====== STUDY MATERIAL ======
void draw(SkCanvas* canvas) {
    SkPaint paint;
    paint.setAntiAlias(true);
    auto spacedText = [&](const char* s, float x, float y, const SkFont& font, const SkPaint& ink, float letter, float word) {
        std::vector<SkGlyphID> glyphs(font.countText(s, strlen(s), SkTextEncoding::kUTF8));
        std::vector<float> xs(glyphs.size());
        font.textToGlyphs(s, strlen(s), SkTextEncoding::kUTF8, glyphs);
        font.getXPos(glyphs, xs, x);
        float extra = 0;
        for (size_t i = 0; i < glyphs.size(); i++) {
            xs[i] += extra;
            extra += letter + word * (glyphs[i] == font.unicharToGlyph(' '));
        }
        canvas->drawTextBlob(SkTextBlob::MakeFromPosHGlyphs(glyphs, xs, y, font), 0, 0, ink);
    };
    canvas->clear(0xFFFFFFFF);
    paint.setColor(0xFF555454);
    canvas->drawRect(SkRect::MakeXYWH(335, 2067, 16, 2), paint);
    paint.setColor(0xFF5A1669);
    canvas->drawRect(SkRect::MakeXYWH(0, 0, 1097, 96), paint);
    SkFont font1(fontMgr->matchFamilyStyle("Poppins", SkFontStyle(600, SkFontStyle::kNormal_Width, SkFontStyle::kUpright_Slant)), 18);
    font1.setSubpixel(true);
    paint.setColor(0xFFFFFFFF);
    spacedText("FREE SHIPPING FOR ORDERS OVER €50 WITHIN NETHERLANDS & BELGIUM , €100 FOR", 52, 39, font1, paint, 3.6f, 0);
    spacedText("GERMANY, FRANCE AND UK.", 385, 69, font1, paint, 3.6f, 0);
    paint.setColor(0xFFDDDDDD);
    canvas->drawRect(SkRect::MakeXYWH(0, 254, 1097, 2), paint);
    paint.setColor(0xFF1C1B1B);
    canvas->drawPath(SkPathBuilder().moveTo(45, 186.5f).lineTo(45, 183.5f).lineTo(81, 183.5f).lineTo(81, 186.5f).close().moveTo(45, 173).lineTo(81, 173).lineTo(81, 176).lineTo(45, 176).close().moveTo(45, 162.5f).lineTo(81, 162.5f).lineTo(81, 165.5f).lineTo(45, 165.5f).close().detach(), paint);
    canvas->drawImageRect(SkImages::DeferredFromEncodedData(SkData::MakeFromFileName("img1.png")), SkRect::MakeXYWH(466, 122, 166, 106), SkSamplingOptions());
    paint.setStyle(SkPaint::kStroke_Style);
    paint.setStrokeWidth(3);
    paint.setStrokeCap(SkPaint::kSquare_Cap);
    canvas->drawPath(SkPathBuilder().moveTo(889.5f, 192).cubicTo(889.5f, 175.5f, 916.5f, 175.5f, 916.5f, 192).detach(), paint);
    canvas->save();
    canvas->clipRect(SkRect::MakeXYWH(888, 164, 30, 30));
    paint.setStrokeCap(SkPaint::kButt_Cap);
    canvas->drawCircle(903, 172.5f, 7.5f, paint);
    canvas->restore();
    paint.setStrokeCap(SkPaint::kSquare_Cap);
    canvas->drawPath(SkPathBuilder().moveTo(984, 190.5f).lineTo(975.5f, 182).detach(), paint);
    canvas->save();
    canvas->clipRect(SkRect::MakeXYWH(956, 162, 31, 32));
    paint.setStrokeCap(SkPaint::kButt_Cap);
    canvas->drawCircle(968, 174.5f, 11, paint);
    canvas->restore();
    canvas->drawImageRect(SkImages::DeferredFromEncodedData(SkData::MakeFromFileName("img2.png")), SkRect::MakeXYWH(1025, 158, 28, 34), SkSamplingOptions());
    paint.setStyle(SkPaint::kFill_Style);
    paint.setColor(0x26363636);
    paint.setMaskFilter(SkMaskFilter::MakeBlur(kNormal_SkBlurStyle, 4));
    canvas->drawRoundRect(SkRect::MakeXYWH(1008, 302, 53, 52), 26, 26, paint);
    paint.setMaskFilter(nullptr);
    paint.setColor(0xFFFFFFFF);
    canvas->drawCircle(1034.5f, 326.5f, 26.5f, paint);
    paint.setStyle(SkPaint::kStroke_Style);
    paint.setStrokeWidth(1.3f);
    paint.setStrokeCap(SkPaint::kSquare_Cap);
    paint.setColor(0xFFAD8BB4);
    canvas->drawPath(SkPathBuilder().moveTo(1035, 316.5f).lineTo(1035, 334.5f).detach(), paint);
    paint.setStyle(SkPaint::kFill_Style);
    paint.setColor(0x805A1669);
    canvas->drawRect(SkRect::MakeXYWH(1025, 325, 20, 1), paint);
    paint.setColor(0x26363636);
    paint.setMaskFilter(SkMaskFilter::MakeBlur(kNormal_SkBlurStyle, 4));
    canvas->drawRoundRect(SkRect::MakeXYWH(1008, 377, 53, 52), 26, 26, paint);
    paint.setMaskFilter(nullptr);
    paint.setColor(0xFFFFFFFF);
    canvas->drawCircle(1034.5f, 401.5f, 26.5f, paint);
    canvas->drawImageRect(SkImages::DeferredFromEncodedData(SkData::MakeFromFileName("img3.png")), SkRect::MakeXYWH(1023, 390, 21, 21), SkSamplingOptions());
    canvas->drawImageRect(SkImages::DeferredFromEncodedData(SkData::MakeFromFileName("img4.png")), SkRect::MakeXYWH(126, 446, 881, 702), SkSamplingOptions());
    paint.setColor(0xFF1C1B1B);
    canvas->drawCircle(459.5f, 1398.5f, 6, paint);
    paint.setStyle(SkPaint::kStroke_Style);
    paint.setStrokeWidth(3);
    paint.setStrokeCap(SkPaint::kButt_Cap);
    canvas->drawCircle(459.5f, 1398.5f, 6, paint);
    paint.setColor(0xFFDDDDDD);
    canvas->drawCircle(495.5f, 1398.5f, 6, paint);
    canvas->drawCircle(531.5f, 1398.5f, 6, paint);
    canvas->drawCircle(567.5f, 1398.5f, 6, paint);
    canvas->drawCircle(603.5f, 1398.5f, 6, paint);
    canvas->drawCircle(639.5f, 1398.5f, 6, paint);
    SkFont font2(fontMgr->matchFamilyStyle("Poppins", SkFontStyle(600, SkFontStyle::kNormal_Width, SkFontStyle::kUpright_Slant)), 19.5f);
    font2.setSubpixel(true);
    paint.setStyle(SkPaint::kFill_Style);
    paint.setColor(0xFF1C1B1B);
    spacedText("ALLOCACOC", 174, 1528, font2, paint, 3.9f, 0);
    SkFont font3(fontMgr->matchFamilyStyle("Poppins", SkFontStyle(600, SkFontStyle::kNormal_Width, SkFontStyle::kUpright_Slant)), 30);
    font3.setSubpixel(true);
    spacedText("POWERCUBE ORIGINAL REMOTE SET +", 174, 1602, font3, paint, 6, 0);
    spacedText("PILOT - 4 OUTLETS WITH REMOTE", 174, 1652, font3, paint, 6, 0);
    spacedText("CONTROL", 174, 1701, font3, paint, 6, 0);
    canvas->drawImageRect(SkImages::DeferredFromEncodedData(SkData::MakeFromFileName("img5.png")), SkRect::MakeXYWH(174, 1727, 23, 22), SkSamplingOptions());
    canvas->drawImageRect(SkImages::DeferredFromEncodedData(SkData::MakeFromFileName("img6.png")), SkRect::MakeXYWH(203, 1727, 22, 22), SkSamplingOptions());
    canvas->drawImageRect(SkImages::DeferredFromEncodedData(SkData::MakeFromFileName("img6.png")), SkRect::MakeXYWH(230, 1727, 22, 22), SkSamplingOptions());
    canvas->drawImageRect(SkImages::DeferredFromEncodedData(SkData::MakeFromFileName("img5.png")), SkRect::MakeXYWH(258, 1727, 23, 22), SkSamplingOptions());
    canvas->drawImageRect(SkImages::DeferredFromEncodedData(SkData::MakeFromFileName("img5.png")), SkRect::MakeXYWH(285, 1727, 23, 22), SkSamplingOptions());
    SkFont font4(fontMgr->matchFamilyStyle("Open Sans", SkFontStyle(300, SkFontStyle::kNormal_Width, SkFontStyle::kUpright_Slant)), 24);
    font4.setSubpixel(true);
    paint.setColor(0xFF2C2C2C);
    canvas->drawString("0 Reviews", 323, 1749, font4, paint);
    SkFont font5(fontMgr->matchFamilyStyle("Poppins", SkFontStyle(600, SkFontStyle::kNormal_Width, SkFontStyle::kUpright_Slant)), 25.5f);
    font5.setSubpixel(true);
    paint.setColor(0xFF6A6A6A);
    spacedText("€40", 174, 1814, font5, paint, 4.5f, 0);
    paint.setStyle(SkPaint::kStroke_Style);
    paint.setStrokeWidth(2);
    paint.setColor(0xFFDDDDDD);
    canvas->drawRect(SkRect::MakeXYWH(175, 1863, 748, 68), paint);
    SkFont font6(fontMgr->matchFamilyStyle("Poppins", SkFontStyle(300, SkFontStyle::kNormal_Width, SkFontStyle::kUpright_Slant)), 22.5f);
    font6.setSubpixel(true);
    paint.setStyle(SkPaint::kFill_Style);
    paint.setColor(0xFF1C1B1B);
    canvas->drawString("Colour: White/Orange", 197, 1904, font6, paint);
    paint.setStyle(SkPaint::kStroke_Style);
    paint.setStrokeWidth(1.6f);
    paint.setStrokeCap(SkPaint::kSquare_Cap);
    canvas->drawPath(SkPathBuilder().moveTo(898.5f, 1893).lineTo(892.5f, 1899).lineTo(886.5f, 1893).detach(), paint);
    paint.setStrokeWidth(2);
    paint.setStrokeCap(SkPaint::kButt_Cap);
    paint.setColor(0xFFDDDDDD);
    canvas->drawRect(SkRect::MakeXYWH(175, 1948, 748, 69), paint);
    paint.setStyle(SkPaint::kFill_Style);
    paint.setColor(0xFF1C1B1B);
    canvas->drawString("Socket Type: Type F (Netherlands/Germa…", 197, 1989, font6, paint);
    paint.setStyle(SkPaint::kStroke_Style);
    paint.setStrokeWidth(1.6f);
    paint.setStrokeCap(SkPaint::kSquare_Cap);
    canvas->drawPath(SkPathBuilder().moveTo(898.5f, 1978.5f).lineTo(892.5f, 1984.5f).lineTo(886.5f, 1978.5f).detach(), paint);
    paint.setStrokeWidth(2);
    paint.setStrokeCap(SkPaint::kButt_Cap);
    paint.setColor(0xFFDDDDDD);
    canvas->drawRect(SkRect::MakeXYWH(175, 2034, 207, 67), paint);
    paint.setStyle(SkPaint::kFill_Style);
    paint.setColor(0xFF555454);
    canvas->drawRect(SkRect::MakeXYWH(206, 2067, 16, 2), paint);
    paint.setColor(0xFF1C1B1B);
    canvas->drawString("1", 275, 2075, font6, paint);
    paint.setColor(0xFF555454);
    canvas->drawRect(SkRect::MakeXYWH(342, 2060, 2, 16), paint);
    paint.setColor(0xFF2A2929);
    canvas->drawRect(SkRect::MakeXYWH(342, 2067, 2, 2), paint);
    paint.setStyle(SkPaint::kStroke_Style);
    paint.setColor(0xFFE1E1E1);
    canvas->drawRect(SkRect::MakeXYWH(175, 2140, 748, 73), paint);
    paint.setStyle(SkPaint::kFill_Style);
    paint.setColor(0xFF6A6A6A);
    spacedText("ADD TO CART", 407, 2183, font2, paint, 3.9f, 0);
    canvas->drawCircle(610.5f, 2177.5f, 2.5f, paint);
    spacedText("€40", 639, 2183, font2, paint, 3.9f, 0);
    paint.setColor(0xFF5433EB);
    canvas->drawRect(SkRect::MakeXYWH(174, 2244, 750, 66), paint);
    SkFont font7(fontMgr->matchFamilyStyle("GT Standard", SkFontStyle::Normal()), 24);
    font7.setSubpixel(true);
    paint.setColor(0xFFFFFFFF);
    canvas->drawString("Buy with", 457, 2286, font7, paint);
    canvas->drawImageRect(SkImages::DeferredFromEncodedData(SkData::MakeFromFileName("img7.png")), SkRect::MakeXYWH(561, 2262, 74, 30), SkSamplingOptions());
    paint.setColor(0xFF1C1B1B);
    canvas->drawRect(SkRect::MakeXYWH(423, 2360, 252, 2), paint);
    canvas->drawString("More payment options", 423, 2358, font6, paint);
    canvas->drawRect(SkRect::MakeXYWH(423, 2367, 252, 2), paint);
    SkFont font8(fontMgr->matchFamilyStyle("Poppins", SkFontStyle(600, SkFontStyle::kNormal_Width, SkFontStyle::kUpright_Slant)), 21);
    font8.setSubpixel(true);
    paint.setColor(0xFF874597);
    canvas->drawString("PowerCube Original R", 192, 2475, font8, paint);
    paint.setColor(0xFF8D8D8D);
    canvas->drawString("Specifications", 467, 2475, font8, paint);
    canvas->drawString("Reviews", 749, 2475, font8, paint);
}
======
EXERCISE REQUIREMENTS: Identify the lines of the data that contain the word "true". Copy each of them.

OUTPUT OF THE TASK:
    paint.setAntiAlias(true);
    font1.setSubpixel(true);
    font2.setSubpixel(true);
    font3.setSubpixel(true);
    font4.setSubpixel(true);
    font5.setSubpixel(true);
    font6.setSubpixel(true);
    font7.setSubpixel(true);
    font8.setSubpixel(true);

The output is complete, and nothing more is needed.